Not having to carry physical documents immediately makes travel, transactions, and other activities easier. The challenge is choosing a third-party provider who goes beyond that first step. How easy is it for customers to prove their identity when they enroll for the digital wallet or verifiable credential? If they ever need to provide something beyond the digital ID to access an account, how much friction does that cause?

Depending on the requirements for establishing identity, reusable ID can solve inclusion issues for people who may not have a standard, government-issued ID, like a passport or a driver’s license. When reusable ID becomes a broadly accepted standard, the user’s verifiable credential will be accepted in markets and areas of society where they can’t currently participate. In looking at solutions providers, it’s essential to consider how they reduce identity barriers without sacrificing security and just how much flexibility they provide for differently abled people to use their reusable ID.

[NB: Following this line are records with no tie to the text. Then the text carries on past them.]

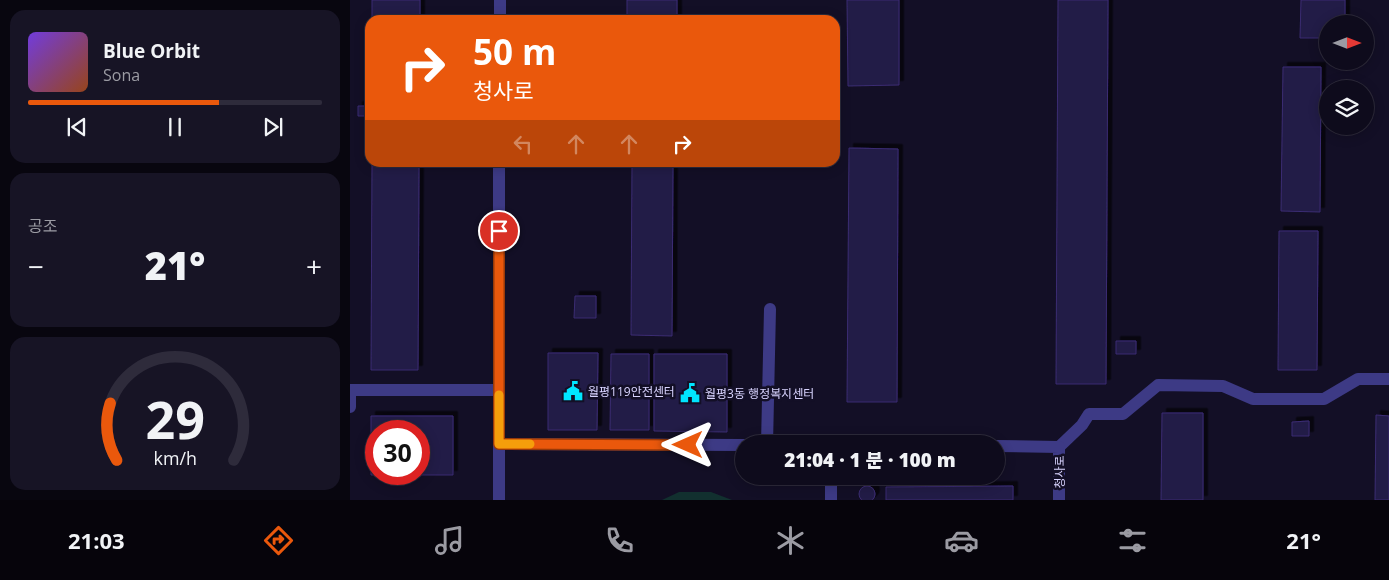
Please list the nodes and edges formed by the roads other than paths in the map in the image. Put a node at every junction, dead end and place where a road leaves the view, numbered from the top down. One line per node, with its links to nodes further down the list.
1 (500, 0): 2 (street)
2 (500, 15)
3 (500, 167): 7 (street)
4 (770, 309): 9 (street)
5 (1389, 379): 13 (street)
6 (350, 390): 7 (street); 8 (street)
7 (499, 390): 10 (street)
8 (350, 407)
9 (767, 435)
10 (499, 444): 11 (street); 15 (street)
11 (735, 445)
12 (1005, 446): 13 (street, 청사로)
13 (1059, 446): 17 (street, 청사로)
14 (831, 485): 16 (street)
15 (498, 500)
16 (831, 500)
17 (1059, 500)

People want to control and access their data, particularly something as personal and critical as their identity information. They also want their data to be safe. It’s essential that the provider is clear about how the data people provide are intended to be used, how users can control that use, and how the user’s information will be secured. As the DSIT findings noted, “Being accountable, honest and transparent throughout the digital identity services ecosystem is vital for building and retaining trust.”

Despite the fact that the DIATF continues to evolve through beta testing and working with groups across civil society, industry, standards bodies, and academia, third-party identification services have begun to develop reusable ID solutions based on its guidelines. According to ThinkDigital, organizations that adhere to the DIATF standards and agree to oversight from the Office for Digital Identities and Attributes (OfDIA) will receive a trust mark, so that businesses and individuals can be confident that their digital identity solution is safe and secure.

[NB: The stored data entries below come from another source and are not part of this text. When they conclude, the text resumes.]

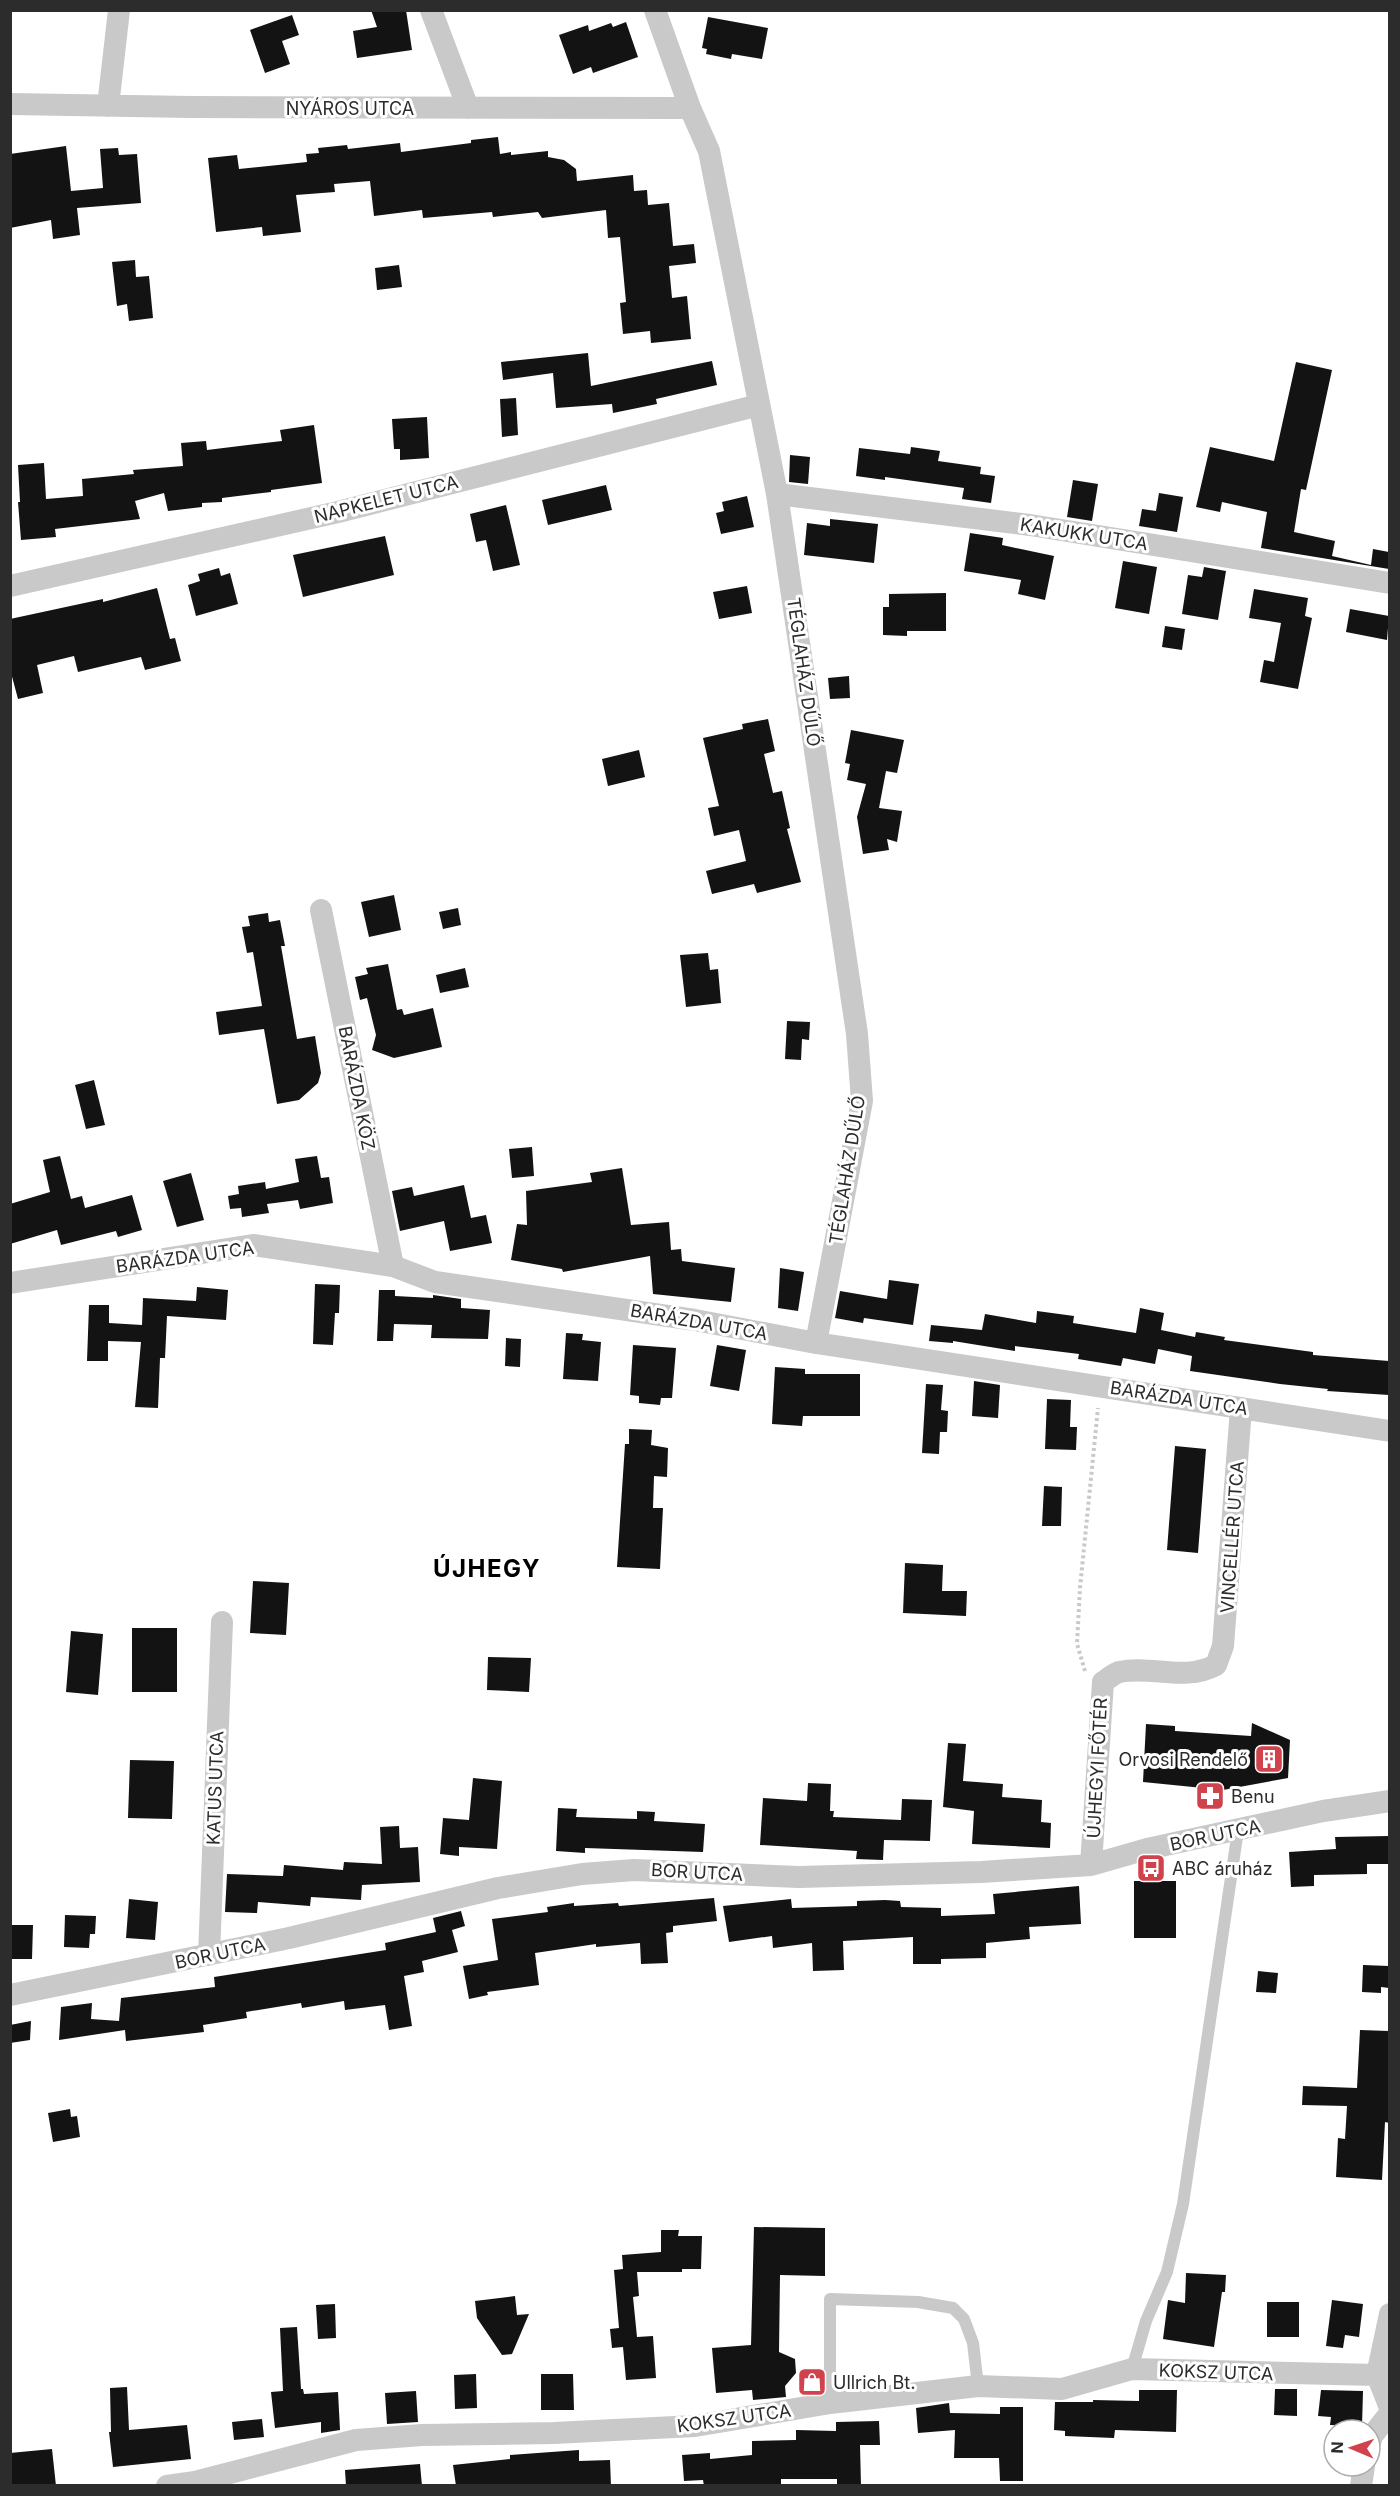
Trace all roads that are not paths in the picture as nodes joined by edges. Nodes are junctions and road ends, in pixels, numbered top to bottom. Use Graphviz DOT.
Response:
graph roads {
  1 [pos="119,10"];
  2 [pos="431,10"];
  3 [pos="656,10"];
  4 [pos="10,104"];
  5 [pos="108,106"];
  6 [pos="468,108"];
  7 [pos="690,108"];
  8 [pos="759,405"];
  9 [pos="777,494"];
  10 [pos="1389,584"];
  11 [pos="10,585"];
  12 [pos="321,910"];
  13 [pos="393,1266"];
  14 [pos="10,1283"];
  15 [pos="816,1343"];
  16 [pos="1241,1408"];
  17 [pos="1389,1431"];
  18 [pos="222,1622"];
  19 [pos="1216,1665"];
  20 [pos="1389,1801"];
  21 [pos="1238,1830"];
  22 [pos="1091,1865"];
  23 [pos="209,1955"];
  24 [pos="10,1995"];
  25 [pos="1389,2314"];
  26 [pos="1132,2369"];
  27 [pos="1377,2375"];
  28 [pos="978,2386"];
  29 [pos="830,2403"];
  30 [pos="1389,2408"];
  31 [pos="167,2486"];
  1 -- 5 [label="street"];
  2 -- 6 [label="street"];
  3 -- 7 [label="street, TÉGLAHÁZ DŰLŐ"];
  4 -- 5 [label="street, NYÁROS UTCA"];
  5 -- 6 [label="street, NYÁROS UTCA"];
  6 -- 7 [label="street, NYÁROS UTCA"];
  7 -- 8 [label="street, TÉGLAHÁZ DŰLŐ"];
  8 -- 9 [label="street, TÉGLAHÁZ DŰLŐ"];
  8 -- 11 [label="street, NAPKELET UTCA"];
  9 -- 10 [label="street, KAKUKK UTCA"];
  9 -- 15 [label="street, TÉGLAHÁZ DŰLŐ"];
  12 -- 13 [label="street, BARÁZDA KÖZ"];
  13 -- 14 [label="street, BARÁZDA UTCA"];
  13 -- 15 [label="street, BARÁZDA UTCA"];
  15 -- 16 [label="street, BARÁZDA UTCA"];
  16 -- 17 [label="street, BARÁZDA UTCA"];
  16 -- 19 [label="street, VINCELLÉR UTCA"];
  18 -- 23 [label="street, KATUS UTCA"];
  19 -- 22 [label="street, ÚJHEGYI FŐTÉR"];
  20 -- 21 [label="street, BOR UTCA"];
  21 -- 22 [label="street, BOR UTCA"];
  21 -- 26 [label="lane"];
  22 -- 23 [label="street, BOR UTCA"];
  23 -- 24 [label="street, BOR UTCA"];
  25 -- 27 [label="street"];
  26 -- 27 [label="street, KOKSZ UTCA"];
  26 -- 28 [label="street, KOKSZ UTCA"];
  27 -- 30 [label="street"];
  28 -- 29 [label="street, KOKSZ UTCA"];
  28 -- 29 [label="lane"];
  29 -- 31 [label="street, KOKSZ UTCA"];
}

Daon believes that biometrics has a key role to play as digital identity verification solutions for reusable IDs are developed and become widely used across the UK.

The role of biometrics in reusable ID 

Modern digital identification requires modern proof of identity. Reusable ID provides the perfect opportunity to retire passwords and replace them with biometrics. Passwords are not only are hard to use, but with their ability to be lost, shared, and stolen, they create huge security gaps.

With a biometric identity verification system, a variety of unique physical characteristics are used to provide proof of identity. These include face scans, fingerprints, voice prints, and behavioral biometrics, which recognizes the patterns in how a person does tasks such as typing, moving a mouse, or swiping between screens. Because it requires both the stored template and the live factor to be present, biometric identity verification (IDV) is inherently more secure than passwords, OTPs (one-time passwords), device keys, or other traditional forms of security.

Here’s how Daon’s IDV solution works:

  1. The customer is asked to consent to have their biometric information captured for verification.
  2. The IDV app guides the customer in capturing a front-side identity document image, which is instantly analyzed to make sure it’s real, valid, and unaltered.
  3. Depending on the customer’s location, the document back image may also be captured and checked for fraud and against the data from the front.
  4. The app guides in the capture of a selfie that is checked for liveness via liveness detection and matched to the image from the identity document.

A biometric template is created with just enough information to identify the person when the live factor is presented in the future. This enables fast and easy secondary identification if it’s ever needed to accompany the reusable ID.

Biometrics can also provide more flexible ways for people to use their digital ID. People can be recognized by taking a selfie, putting their finger on a key, typing and moving their mouse, or simply talking. This opens the door for people with a wider range of abilities to access benefits more easily, take advantage of online communities, and play a larger role in the marketplace.